The Art of Influence

Leadership expert and best-selling author John Maxwell says, “Leadership is influence. Nothing more, nothing less.”  You may or may not agree with this complete statement, but there is no question about whether a key component to leadership is influence.  It is.

Today, we’re going to look at the art of influence by focusing on persuasion. The ideas presented here go all the way back to the teachings of Aristotle.  He was a master in the art of persuasion.  He outlined his thinking in his work, Rhetoric, where he identifies the three most important factors for persuasion: ethos, pathos, and logos.

Ethos

Ethos is a Greek word meaning character.  The first factor of persuasion is related to who you are as a person. If you are respectful and honest, people will be more likely to follow you because of your character. Your character convinces the follower that you are someone who is worth listening to and can be trusted for advice.

Pathos

Pathos is concerned with persuading people by appealing to their emotions. The fact is, human beings are emotional creatures and most decisions are emotionally based. Pathos allows you to tie into emotional triggers that will capture a person’s attention and enlist their support.  But be careful, because this form of persuasion can be easily abused.  In which case you will lose all credibility as a leader.

 Logos

Logos persuades people by appealing to their intellect. This was Aristotle’s favorite and his forte’, but not everyone reacts on a rational level. Many of us in the water treatment industry like to think of ourselves as logical and rational decision makers.  Studies consistently show that a vast majority of the decisions we all make are more based on emotion than logic.  Doe this mean we should ignore logic when trying to persuade others?  Not at all.  We have a need to use logic to justify our emotional decisions.

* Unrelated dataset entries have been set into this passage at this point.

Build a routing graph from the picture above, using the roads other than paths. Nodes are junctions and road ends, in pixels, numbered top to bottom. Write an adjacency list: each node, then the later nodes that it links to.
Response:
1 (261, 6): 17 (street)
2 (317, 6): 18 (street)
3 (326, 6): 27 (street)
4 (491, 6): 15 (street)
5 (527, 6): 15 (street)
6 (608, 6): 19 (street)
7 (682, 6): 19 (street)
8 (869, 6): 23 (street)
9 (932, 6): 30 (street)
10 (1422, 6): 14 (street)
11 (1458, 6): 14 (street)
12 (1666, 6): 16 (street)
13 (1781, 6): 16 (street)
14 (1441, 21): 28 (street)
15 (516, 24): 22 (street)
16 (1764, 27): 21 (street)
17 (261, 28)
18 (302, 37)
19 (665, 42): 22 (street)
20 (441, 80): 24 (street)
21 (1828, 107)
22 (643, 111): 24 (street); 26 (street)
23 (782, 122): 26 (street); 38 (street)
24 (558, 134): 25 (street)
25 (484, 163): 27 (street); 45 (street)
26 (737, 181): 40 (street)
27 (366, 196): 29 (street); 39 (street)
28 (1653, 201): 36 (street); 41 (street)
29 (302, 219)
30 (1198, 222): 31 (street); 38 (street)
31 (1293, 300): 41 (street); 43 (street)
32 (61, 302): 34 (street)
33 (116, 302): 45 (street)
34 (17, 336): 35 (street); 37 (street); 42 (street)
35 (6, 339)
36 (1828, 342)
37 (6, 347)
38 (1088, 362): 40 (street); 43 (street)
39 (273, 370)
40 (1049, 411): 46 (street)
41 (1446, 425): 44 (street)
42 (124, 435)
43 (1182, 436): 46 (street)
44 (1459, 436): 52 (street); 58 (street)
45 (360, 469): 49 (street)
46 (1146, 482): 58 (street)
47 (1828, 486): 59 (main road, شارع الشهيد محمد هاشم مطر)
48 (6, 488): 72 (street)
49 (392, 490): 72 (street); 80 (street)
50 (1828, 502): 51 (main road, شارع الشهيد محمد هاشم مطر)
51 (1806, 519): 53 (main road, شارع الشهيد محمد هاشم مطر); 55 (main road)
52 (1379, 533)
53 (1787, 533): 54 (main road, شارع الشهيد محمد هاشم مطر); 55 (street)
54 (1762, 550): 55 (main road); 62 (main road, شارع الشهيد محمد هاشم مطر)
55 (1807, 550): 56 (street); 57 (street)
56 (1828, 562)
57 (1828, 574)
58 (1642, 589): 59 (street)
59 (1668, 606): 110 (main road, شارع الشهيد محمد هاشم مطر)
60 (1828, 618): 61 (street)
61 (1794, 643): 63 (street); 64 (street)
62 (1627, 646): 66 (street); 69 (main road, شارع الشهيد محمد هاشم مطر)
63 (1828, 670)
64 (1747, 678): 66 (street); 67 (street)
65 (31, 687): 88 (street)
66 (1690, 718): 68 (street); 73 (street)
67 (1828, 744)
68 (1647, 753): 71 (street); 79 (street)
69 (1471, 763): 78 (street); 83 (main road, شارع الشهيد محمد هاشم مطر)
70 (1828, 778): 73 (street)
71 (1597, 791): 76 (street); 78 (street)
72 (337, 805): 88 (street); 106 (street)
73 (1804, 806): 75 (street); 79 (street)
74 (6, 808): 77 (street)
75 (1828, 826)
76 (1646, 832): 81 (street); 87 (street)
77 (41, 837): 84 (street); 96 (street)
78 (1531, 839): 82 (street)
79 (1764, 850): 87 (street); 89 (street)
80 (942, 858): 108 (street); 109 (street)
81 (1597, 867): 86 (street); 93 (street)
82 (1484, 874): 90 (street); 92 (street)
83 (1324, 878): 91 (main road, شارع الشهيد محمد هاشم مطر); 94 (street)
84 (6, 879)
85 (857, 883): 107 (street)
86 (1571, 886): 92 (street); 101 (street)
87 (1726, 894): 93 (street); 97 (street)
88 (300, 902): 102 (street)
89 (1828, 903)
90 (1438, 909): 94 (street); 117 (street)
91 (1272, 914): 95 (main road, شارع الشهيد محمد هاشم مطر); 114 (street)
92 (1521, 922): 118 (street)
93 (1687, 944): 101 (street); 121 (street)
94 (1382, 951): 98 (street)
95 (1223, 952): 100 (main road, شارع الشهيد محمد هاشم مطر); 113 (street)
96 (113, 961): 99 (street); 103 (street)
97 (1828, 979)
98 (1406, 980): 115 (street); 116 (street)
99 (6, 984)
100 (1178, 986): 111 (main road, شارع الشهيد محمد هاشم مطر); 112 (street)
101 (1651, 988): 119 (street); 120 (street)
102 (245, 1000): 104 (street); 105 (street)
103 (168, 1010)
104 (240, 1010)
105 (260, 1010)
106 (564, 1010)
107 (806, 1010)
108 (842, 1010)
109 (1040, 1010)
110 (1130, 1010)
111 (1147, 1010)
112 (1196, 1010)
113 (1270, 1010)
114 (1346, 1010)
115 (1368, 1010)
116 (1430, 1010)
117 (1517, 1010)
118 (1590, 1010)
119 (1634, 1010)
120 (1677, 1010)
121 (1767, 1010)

Of the three factors, your character (ethos) must always come first. You can then make an emotional appeal (pathos) and back your arguments up with logic (logos). When you are preparing for persuasive communication with your staff, it is important to keep this principle in mind.

Whether you are writing an email, drafting a formal memo or preparing a talk to give at a staff meeting, your communication will be more effective, more persuasive, and ultimately have greater influence when you focus on these three principles.